ASSIGNED TASK: Scan the entries below. Report each line where the string "SWINDON" occurs.

Collected data:
☆ ☆ ☆

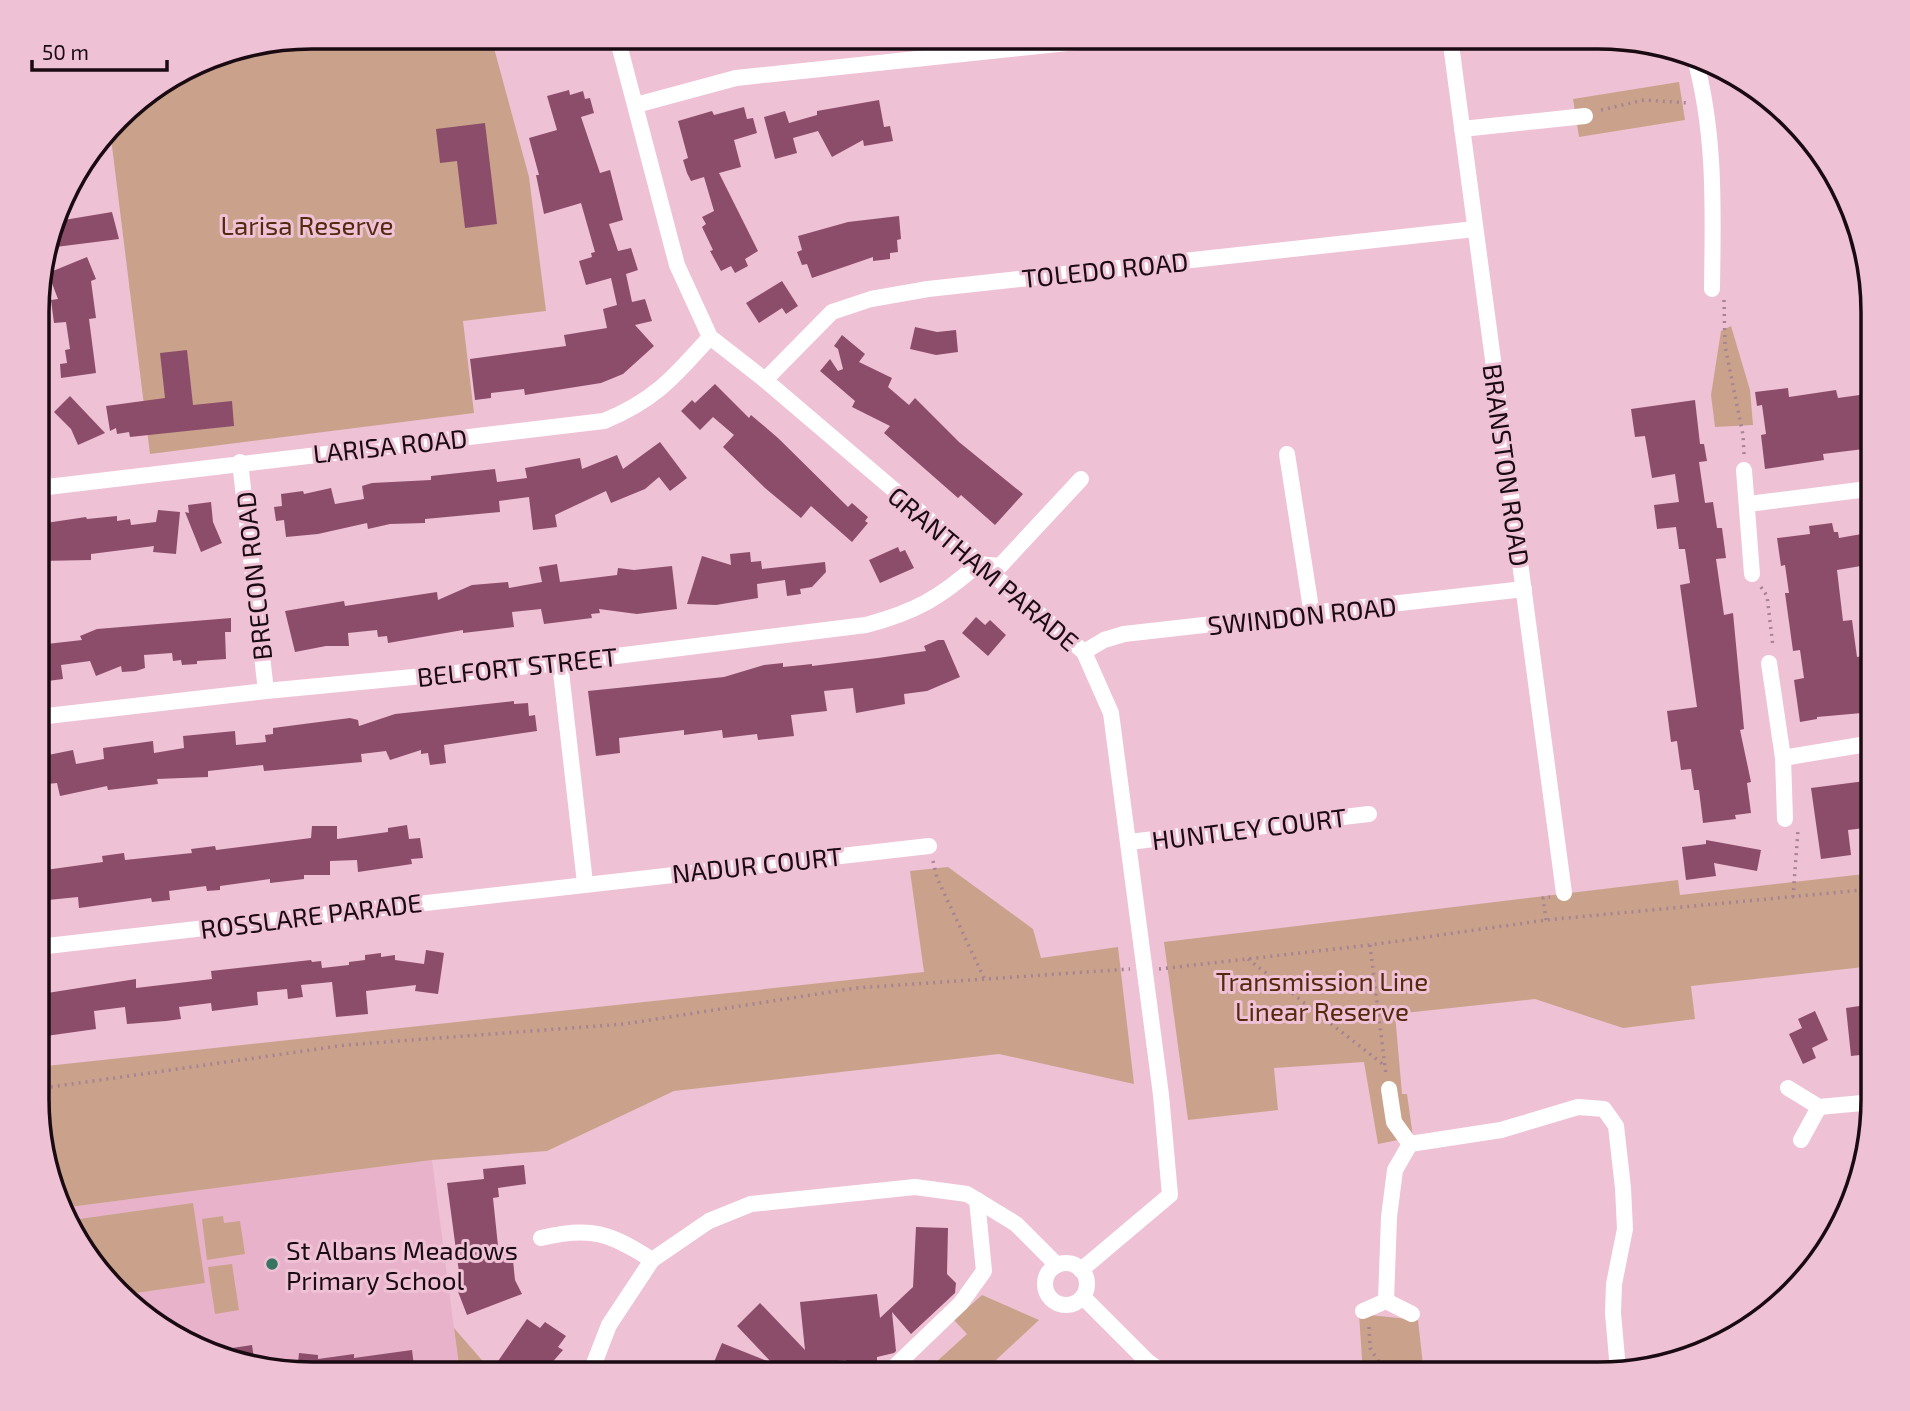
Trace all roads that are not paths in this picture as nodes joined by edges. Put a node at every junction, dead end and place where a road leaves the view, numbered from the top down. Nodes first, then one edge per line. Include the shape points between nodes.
1 (620, 49) edge
2 (1011, 49) edge
3 (1452, 49) edge
4 (1697, 68) edge
5 (636, 105) junction
6 (1586, 116) road end
7 (1462, 129) junction
8 (1475, 229) junction
9 (1712, 289) road end
10 (710, 337) junction
11 (765, 380) junction
12 (1287, 454) dead end
13 (240, 462) junction
14 (1744, 470) road end
15 (1081, 479) dead end
16 (49, 486) edge
17 (1861, 490) edge
18 (1748, 504) junction
19 (978, 564) junction
20 (1752, 574) road end
21 (1524, 589) junction
22 (1312, 615) junction
23 (1084, 652) junction
24 (560, 663) junction
25 (1769, 663) road end
26 (266, 691) junction
27 (49, 716) edge
28 (1861, 745) edge
29 (1783, 758) junction
30 (1369, 814) dead end
31 (1785, 819) road end
32 (1129, 842) junction
33 (929, 846) road end
34 (585, 883) junction
35 (1564, 894) dead end
36 (49, 946) edge
37 (1788, 1088) dead end
38 (1388, 1089) road end
39 (1861, 1103) edge
40 (1819, 1107) junction
41 (1801, 1140) dead end
42 (1410, 1144) junction
43 (977, 1200) junction
44 (541, 1238) dead end
45 (652, 1260) junction
46 (1057, 1265) junction
47 (1081, 1270) junction
48 (1083, 1297) junction
49 (1387, 1301) junction
50 (1412, 1314) dead end
51 (1366, 1318) road end
52 (1617, 1361) edge
53 (595, 1362) edge
54 (900, 1362) edge
55 (1148, 1362) edge

1 - 5 street, GRANTHAM PARADE
2 - 5 street via 736,78
3 - 7 street, BRANSTON ROAD
4 - 9 street via 1713,164
5 - 10 street, GRANTHAM PARADE via 677,265
6 - 7 street
7 - 8 street, BRANSTON ROAD
8 - 11 street, TOLEDO ROAD via 871,299 832,312
8 - 21 street, BRANSTON ROAD
10 - 11 street, GRANTHAM PARADE
10 - 13 street, LARISA ROAD via 662,390 636,408 604,421
11 - 19 street, GRANTHAM PARADE
12 - 22 street
13 - 16 street, LARISA ROAD
13 - 26 street, BRECON ROAD
14 - 18 street
15 - 19 street via 1000,566
17 - 18 street
18 - 20 street
19 - 23 street, GRANTHAM PARADE
19 - 24 street, BELFORT STREET via 930,603 866,625
21 - 22 street, SWINDON ROAD
21 - 35 street, BRANSTON ROAD
22 - 23 street, SWINDON ROAD via 1124,634
23 - 32 street, GRANTHAM PARADE via 1111,713
24 - 26 street, BELFORT STREET
24 - 34 street
25 - 29 street
26 - 27 street, BELFORT STREET
28 - 29 street
29 - 31 street
30 - 32 street, HUNTLEY COURT
32 - 47 street, GRANTHAM PARADE via 1170,1195
33 - 34 street, NADUR COURT
34 - 36 street, ROSSLARE PARADE
37 - 40 street
38 - 42 street via 1394,1122
39 - 40 street
40 - 41 street
42 - 49 street via 1395,1170
42 - 52 street via 1501,1130 1578,1107 1604,1109 1616,1126 1623,1188 1625,1229 1613,1313
43 - 45 street via 967,1194 915,1187 751,1204 709,1221
43 - 46 street via 1016,1224
43 - 54 street via 984,1271 961,1303
44 - 45 street via 573,1230 601,1234
45 - 53 street via 610,1325
46 - 47 street via 1072,1264
46 - 48 street via 1046,1278 1050,1299 1063,1305
47 - 48 street via 1087,1283
48 - 55 street
49 - 50 street
49 - 51 street

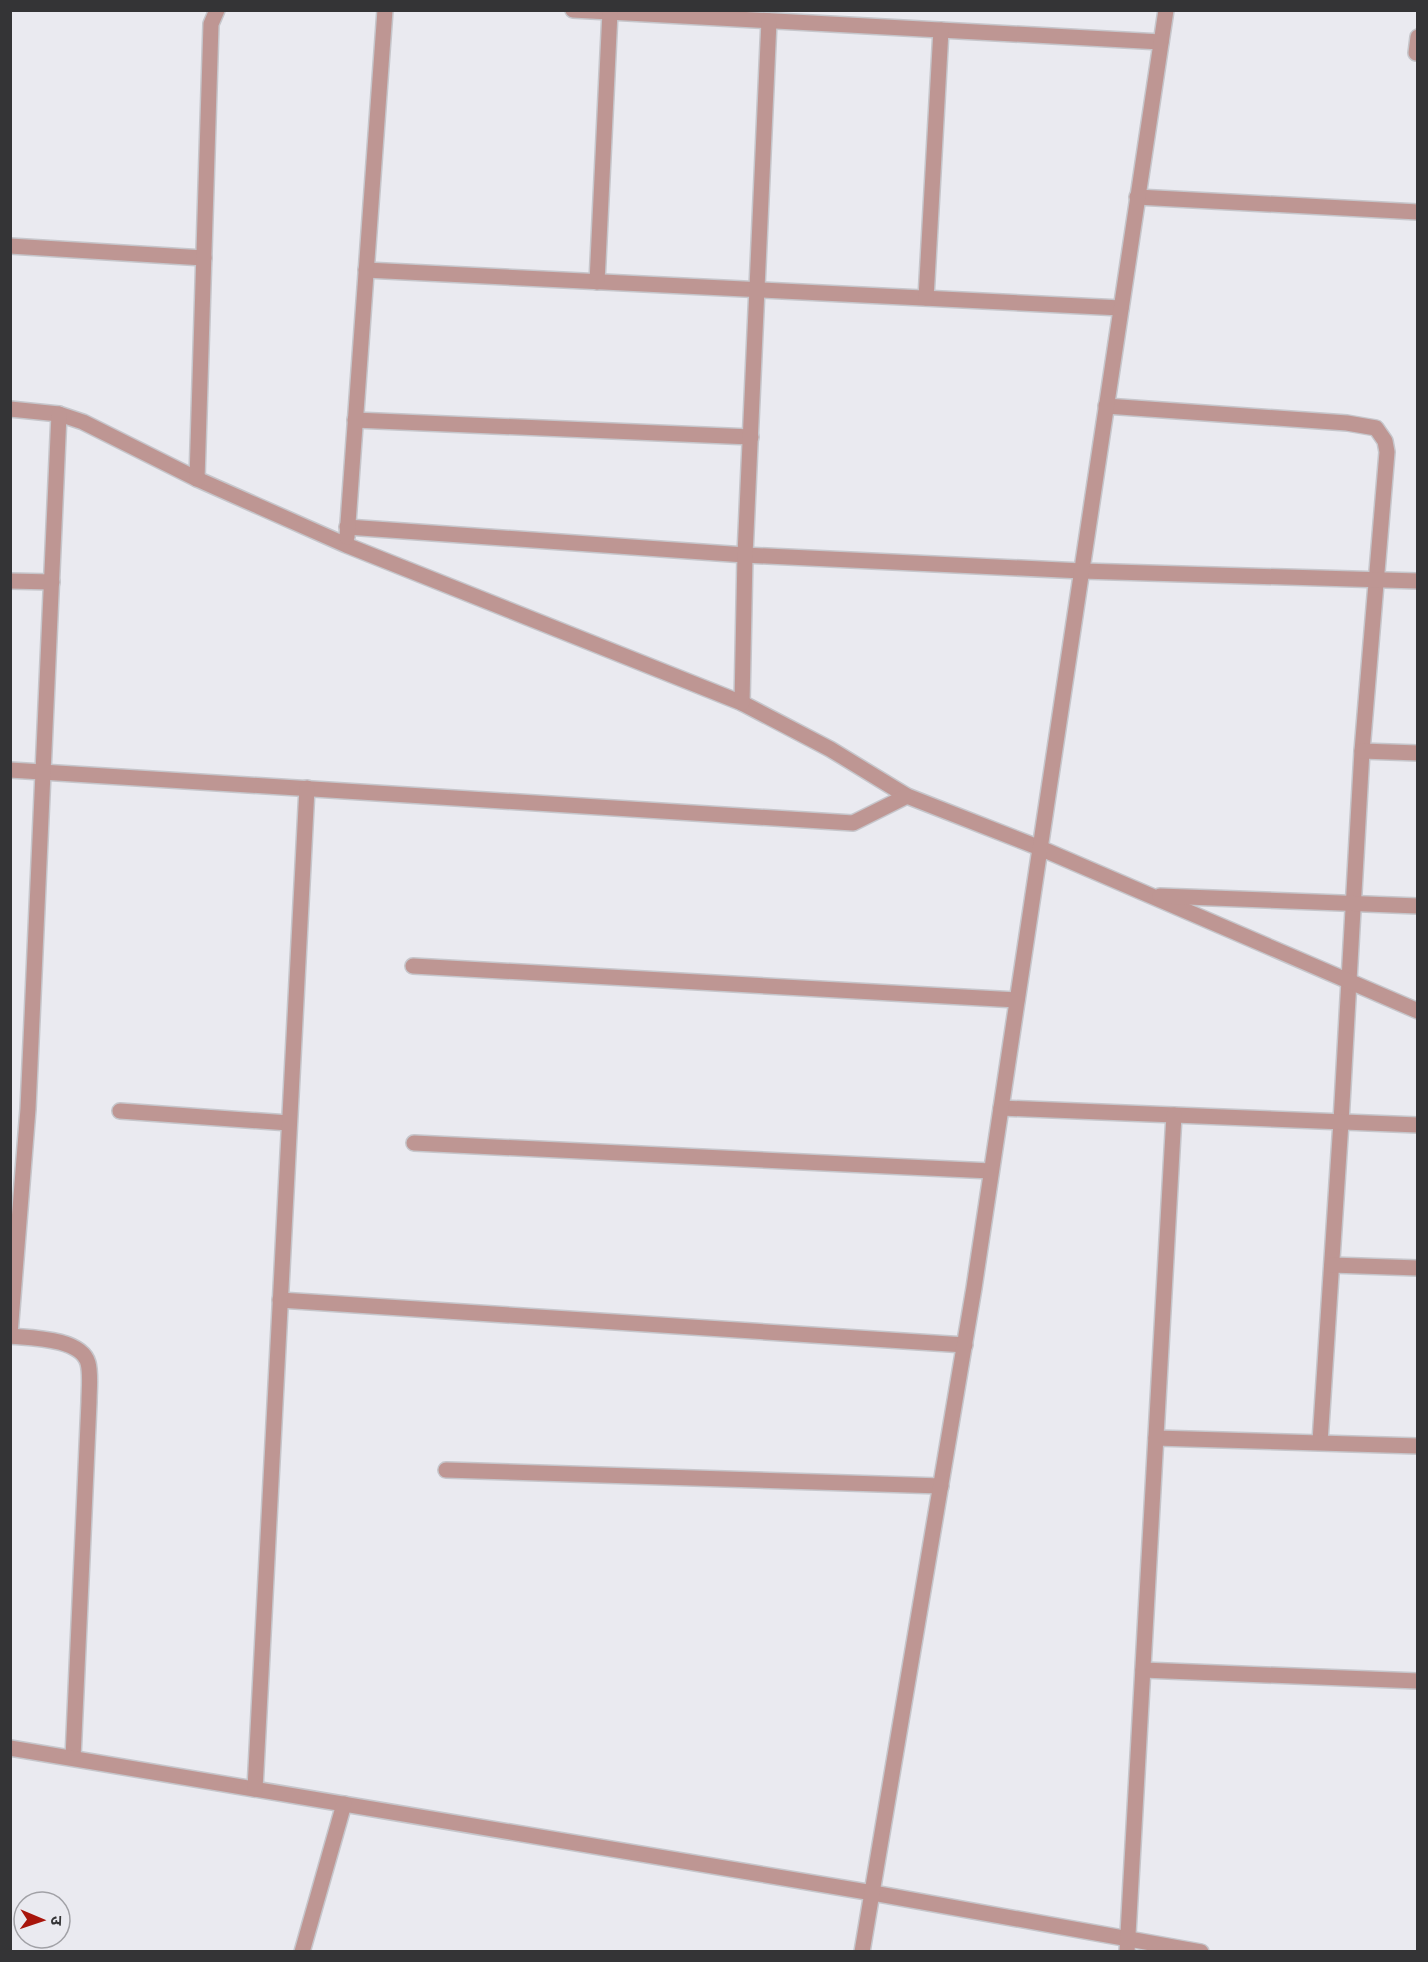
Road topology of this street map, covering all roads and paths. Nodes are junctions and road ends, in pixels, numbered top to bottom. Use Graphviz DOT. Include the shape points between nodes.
graph roads {
  1 [pos="218,10"];
  2 [pos="385,10"];
  3 [pos="573,10"];
  4 [pos="1166,10"];
  5 [pos="610,12"];
  6 [pos="769,21"];
  7 [pos="941,30"];
  8 [pos="1161,42"];
  9 [pos="1137,197"];
  10 [pos="1418,212"];
  11 [pos="10,246"];
  12 [pos="204,258"];
  13 [pos="366,270"];
  14 [pos="597,282"];
  15 [pos="758,290"];
  16 [pos="926,298"];
  17 [pos="1121,308"];
  18 [pos="1106,406"];
  19 [pos="10,409"];
  20 [pos="59,414"];
  21 [pos="355,420"];
  22 [pos="751,437"];
  23 [pos="197,479"];
  24 [pos="347,527"];
  25 [pos="346,545"];
  26 [pos="745,555"];
  27 [pos="1082,571"];
  28 [pos="1377,579"];
  29 [pos="10,581"];
  30 [pos="1418,581"];
  31 [pos="52,582"];
  32 [pos="742,703"];
  33 [pos="1362,751"];
  34 [pos="1418,753"];
  35 [pos="10,770"];
  36 [pos="44,772"];
  37 [pos="307,788"];
  38 [pos="907,796"];
  39 [pos="1040,848"];
  40 [pos="1150,896"];
  41 [pos="1354,903"];
  42 [pos="1418,906"];
  43 [pos="413,966"];
  44 [pos="1350,982"];
  45 [pos="1017,1000"];
  46 [pos="1418,1011"];
  47 [pos="1001,1108"];
  48 [pos="120,1111"];
  49 [pos="1174,1115"];
  50 [pos="1341,1122"];
  51 [pos="290,1123"];
  52 [pos="1418,1125"];
  53 [pos="414,1143"];
  54 [pos="992,1172"];
  55 [pos="1332,1265"];
  56 [pos="1418,1268"];
  57 [pos="280,1300"];
  58 [pos="10,1335"];
  59 [pos="965,1346"];
  60 [pos="1156,1438"];
  61 [pos="1320,1442"];
  62 [pos="1418,1446"];
  63 [pos="446,1470"];
  64 [pos="941,1486"];
  65 [pos="1143,1670"];
  66 [pos="1418,1681"];
  67 [pos="10,1748"];
  68 [pos="73,1758"];
  69 [pos="255,1789"];
  70 [pos="344,1804"];
  71 [pos="873,1893"];
  72 [pos="1128,1945"];
  73 [pos="303,1952"];
  74 [pos="862,1952"];
  75 [pos="1201,1952"];
  1 -- 12 [label="street" via="212,24"];
  2 -- 13 [label="street"];
  3 -- 5 [label="street"];
  4 -- 8 [label="street"];
  5 -- 6 [label="street"];
  5 -- 14 [label="street"];
  6 -- 7 [label="street"];
  6 -- 15 [label="street"];
  7 -- 8 [label="street"];
  7 -- 16 [label="street"];
  8 -- 9 [label="street"];
  9 -- 10 [label="street"];
  9 -- 17 [label="street"];
  11 -- 12 [label="street"];
  12 -- 23 [label="street"];
  13 -- 14 [label="street"];
  13 -- 21 [label="street"];
  14 -- 15 [label="street"];
  15 -- 16 [label="street"];
  15 -- 22 [label="street"];
  16 -- 17 [label="street"];
  17 -- 18 [label="street"];
  18 -- 27 [label="street"];
  18 -- 28 [label="street" via="1376,428 1387,452"];
  19 -- 20 [label="street"];
  20 -- 23 [label="street"];
  20 -- 31 [label="street"];
  21 -- 22 [label="street"];
  21 -- 24 [label="street"];
  22 -- 26 [label="street"];
  23 -- 25 [label="street"];
  24 -- 25 [label="street"];
  24 -- 26 [label="street"];
  25 -- 32 [label="street"];
  26 -- 27 [label="street"];
  26 -- 32 [label="street"];
  27 -- 28 [label="street"];
  27 -- 39 [label="street"];
  28 -- 30 [label="street"];
  28 -- 33 [label="street"];
  29 -- 31 [label="street"];
  31 -- 36 [label="street"];
  32 -- 38 [label="street" via="830,749"];
  33 -- 34 [label="street"];
  33 -- 41 [label="street"];
  35 -- 36 [label="street"];
  36 -- 37 [label="street"];
  36 -- 58 [label="street" via="28,1109"];
  37 -- 38 [label="street" via="854,823"];
  37 -- 51 [label="street"];
  38 -- 39 [label="street"];
  39 -- 40 [label="street"];
  39 -- 45 [label="street"];
  40 -- 41 [label="street"];
  40 -- 44 [label="street"];
  41 -- 42 [label="street"];
  41 -- 44 [label="street"];
  43 -- 45 [label="street"];
  44 -- 46 [label="street"];
  44 -- 50 [label="street"];
  45 -- 47 [label="street"];
  47 -- 49 [label="street"];
  47 -- 54 [label="street"];
  48 -- 51 [label="street"];
  49 -- 50 [label="street"];
  49 -- 60 [label="street"];
  50 -- 52 [label="street"];
  50 -- 55 [label="street"];
  51 -- 57 [label="street"];
  53 -- 54 [label="street"];
  54 -- 59 [label="street"];
  55 -- 56 [label="street"];
  55 -- 61 [label="street"];
  57 -- 59 [label="street"];
  57 -- 69 [label="street"];
  58 -- 68 [label="street" via="64,1343 78,1350 88,1362"];
  59 -- 64 [label="street"];
  60 -- 61 [label="street"];
  60 -- 65 [label="street"];
  61 -- 62 [label="street"];
  63 -- 64 [label="street"];
  64 -- 71 [label="street"];
  65 -- 66 [label="street"];
  65 -- 72 [label="street"];
  67 -- 68 [label="street"];
  68 -- 69 [label="street"];
  69 -- 70 [label="street"];
  70 -- 71 [label="street"];
  70 -- 73 [label="street"];
  71 -- 72 [label="street"];
  71 -- 74 [label="street"];
  72 -- 75 [label="street"];
}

☆ ☆ ☆

WORKED SOLUTION:
21 - 22 street, SWINDON ROAD
22 - 23 street, SWINDON ROAD via 1124,634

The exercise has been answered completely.